◆ **WHAT TO DO**:
The answer must consist of every line in the data below that holds the word "Hartford".

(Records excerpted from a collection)
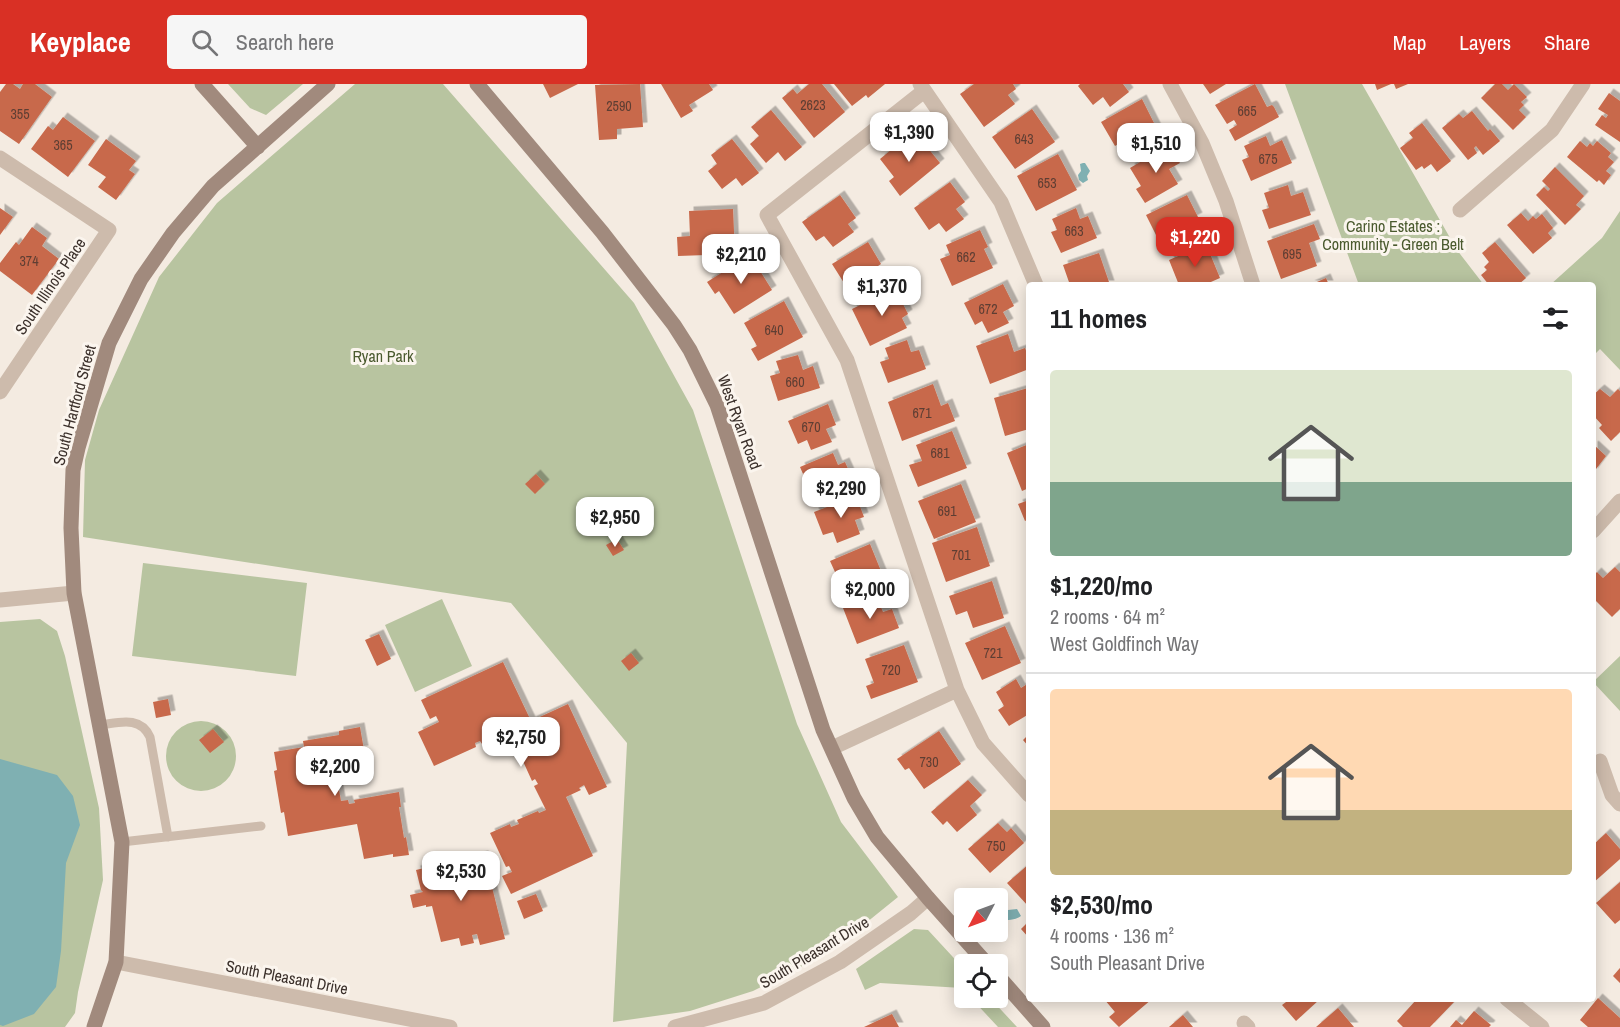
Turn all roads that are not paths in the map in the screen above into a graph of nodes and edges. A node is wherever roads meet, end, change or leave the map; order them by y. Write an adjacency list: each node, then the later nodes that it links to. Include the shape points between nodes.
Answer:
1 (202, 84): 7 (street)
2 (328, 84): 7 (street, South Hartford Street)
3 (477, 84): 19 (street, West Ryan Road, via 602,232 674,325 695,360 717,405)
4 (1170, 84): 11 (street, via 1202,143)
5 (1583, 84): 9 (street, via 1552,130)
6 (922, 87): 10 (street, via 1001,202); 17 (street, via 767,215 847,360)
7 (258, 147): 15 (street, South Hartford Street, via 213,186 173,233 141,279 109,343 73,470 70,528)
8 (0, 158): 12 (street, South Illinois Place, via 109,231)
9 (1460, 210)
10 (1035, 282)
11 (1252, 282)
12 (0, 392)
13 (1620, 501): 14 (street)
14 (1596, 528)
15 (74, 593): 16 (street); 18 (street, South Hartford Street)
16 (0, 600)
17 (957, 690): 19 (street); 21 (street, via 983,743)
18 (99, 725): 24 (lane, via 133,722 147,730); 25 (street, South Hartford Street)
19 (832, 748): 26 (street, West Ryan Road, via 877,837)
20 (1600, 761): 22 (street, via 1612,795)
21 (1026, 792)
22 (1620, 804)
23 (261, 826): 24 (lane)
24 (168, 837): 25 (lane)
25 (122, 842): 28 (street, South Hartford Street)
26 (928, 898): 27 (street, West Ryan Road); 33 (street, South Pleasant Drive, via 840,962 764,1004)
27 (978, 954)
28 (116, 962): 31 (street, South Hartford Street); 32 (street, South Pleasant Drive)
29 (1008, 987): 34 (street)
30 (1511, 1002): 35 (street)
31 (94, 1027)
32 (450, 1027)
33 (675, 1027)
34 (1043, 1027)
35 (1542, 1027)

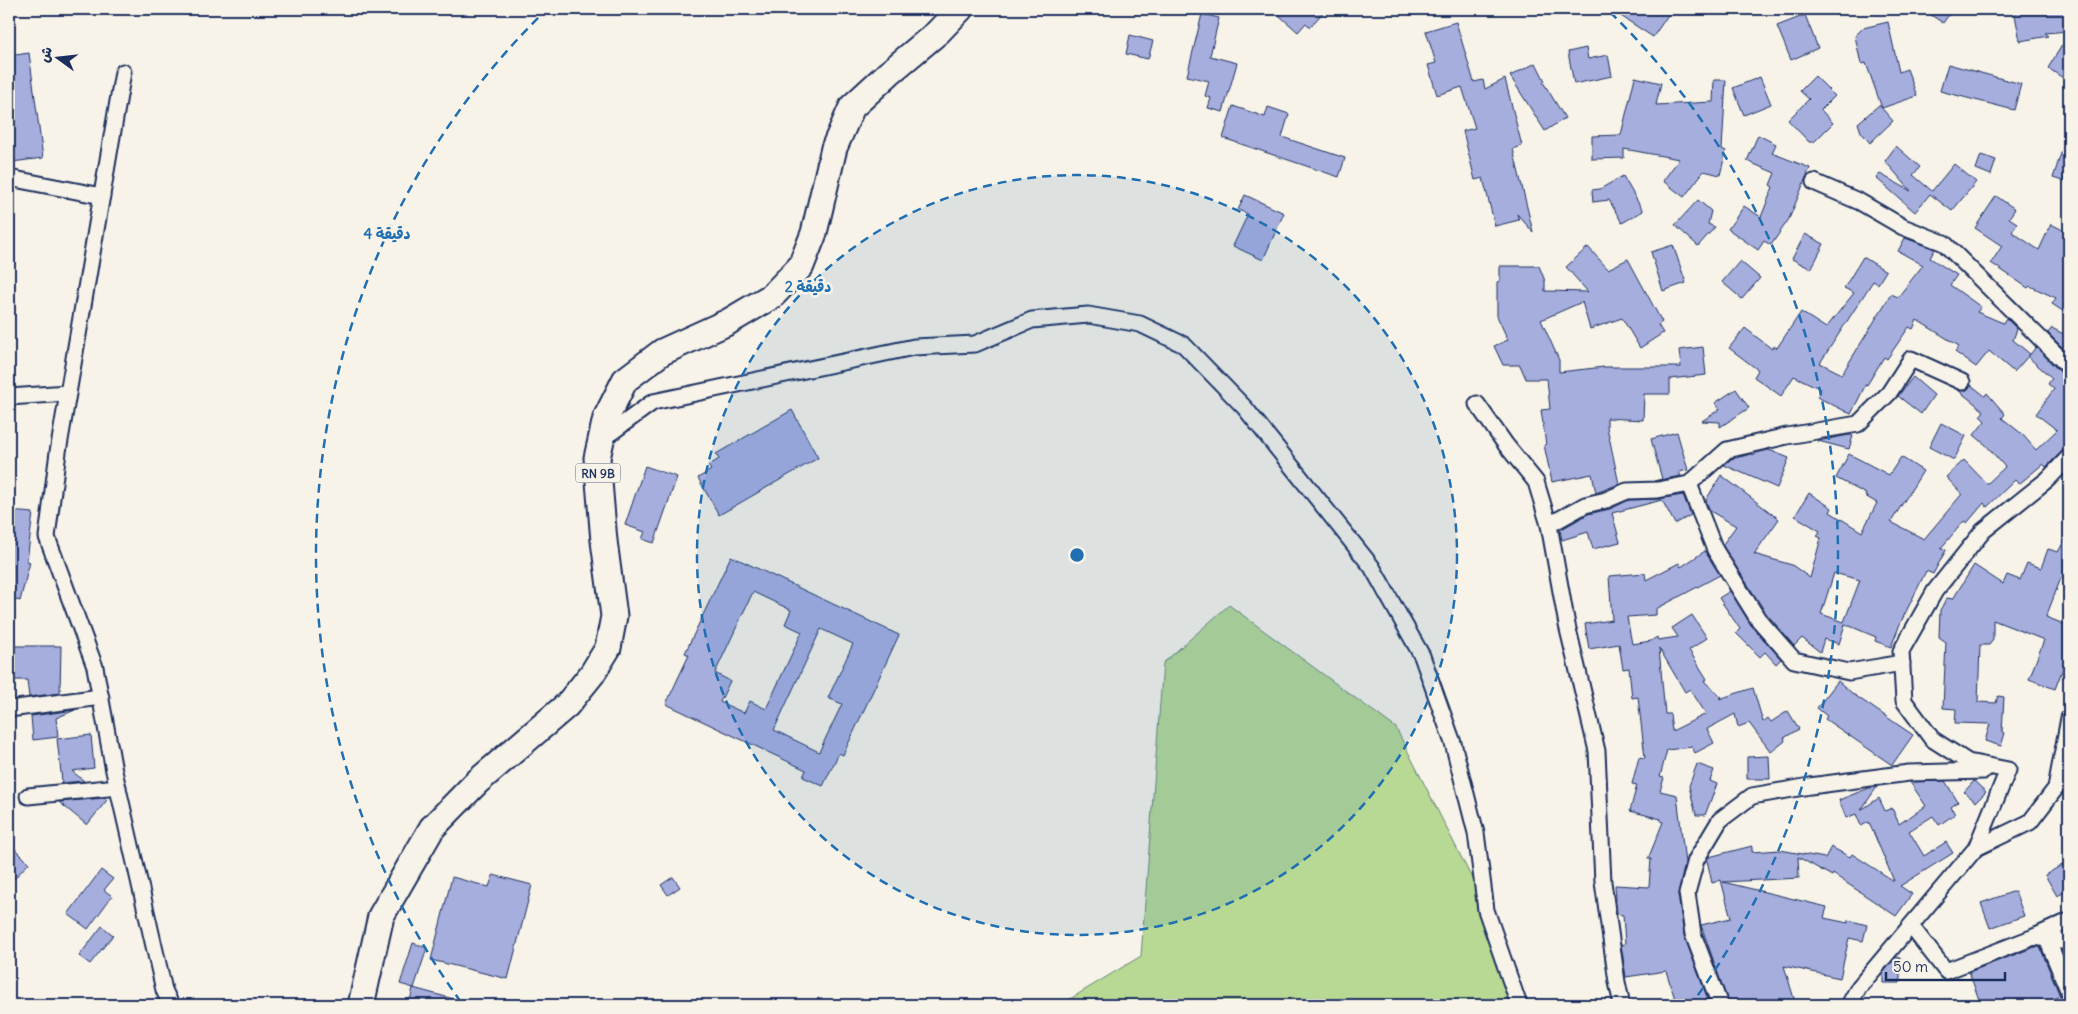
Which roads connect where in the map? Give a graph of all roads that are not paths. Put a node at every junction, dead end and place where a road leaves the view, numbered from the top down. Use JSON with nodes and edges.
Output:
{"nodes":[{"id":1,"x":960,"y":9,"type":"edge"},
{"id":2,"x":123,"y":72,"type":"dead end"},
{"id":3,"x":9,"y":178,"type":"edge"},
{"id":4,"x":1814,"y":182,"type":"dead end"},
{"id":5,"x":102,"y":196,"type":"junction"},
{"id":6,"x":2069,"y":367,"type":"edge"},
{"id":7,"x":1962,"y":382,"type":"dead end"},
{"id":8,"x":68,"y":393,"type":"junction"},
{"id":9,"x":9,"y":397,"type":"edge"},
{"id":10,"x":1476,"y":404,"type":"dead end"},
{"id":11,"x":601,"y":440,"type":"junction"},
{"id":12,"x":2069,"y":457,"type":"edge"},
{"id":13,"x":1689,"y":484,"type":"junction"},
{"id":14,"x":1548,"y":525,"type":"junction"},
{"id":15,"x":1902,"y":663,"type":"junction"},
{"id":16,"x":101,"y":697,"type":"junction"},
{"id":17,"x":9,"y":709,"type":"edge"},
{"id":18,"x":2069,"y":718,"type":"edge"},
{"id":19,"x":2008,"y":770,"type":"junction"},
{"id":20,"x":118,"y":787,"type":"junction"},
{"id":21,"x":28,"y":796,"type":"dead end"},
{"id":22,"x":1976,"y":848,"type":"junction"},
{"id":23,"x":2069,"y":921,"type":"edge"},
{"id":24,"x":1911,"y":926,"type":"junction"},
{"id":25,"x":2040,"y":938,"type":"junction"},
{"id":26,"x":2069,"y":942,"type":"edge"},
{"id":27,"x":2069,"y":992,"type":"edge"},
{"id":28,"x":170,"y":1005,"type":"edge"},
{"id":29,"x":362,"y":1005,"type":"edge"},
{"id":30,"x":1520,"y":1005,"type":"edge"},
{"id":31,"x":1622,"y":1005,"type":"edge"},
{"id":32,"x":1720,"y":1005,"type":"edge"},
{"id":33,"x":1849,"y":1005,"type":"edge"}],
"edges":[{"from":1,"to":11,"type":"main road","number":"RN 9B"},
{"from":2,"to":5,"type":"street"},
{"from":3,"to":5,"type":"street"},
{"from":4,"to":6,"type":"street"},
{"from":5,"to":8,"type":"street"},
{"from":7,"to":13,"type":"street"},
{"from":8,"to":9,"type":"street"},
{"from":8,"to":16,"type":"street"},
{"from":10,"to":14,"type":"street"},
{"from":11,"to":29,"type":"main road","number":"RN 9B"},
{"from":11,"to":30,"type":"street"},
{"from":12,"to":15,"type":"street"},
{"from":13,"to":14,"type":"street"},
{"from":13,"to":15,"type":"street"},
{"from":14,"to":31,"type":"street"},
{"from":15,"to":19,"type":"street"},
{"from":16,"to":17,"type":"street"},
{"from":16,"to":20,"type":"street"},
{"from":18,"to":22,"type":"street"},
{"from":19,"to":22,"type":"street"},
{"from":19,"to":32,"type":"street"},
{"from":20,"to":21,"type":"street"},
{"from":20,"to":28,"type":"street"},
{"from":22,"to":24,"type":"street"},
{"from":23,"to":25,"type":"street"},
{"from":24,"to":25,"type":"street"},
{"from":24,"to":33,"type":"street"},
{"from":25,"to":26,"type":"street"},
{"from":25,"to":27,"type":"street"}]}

◆ **SOLUTION TO THIS TASK**:
2 (328, 84): 7 (street, South Hartford Street)
7 (258, 147): 15 (street, South Hartford Street, via 213,186 173,233 141,279 109,343 73,470 70,528)
15 (74, 593): 16 (street); 18 (street, South Hartford Street)
18 (99, 725): 24 (lane, via 133,722 147,730); 25 (street, South Hartford Street)
25 (122, 842): 28 (street, South Hartford Street)
28 (116, 962): 31 (street, South Hartford Street); 32 (street, South Pleasant Drive)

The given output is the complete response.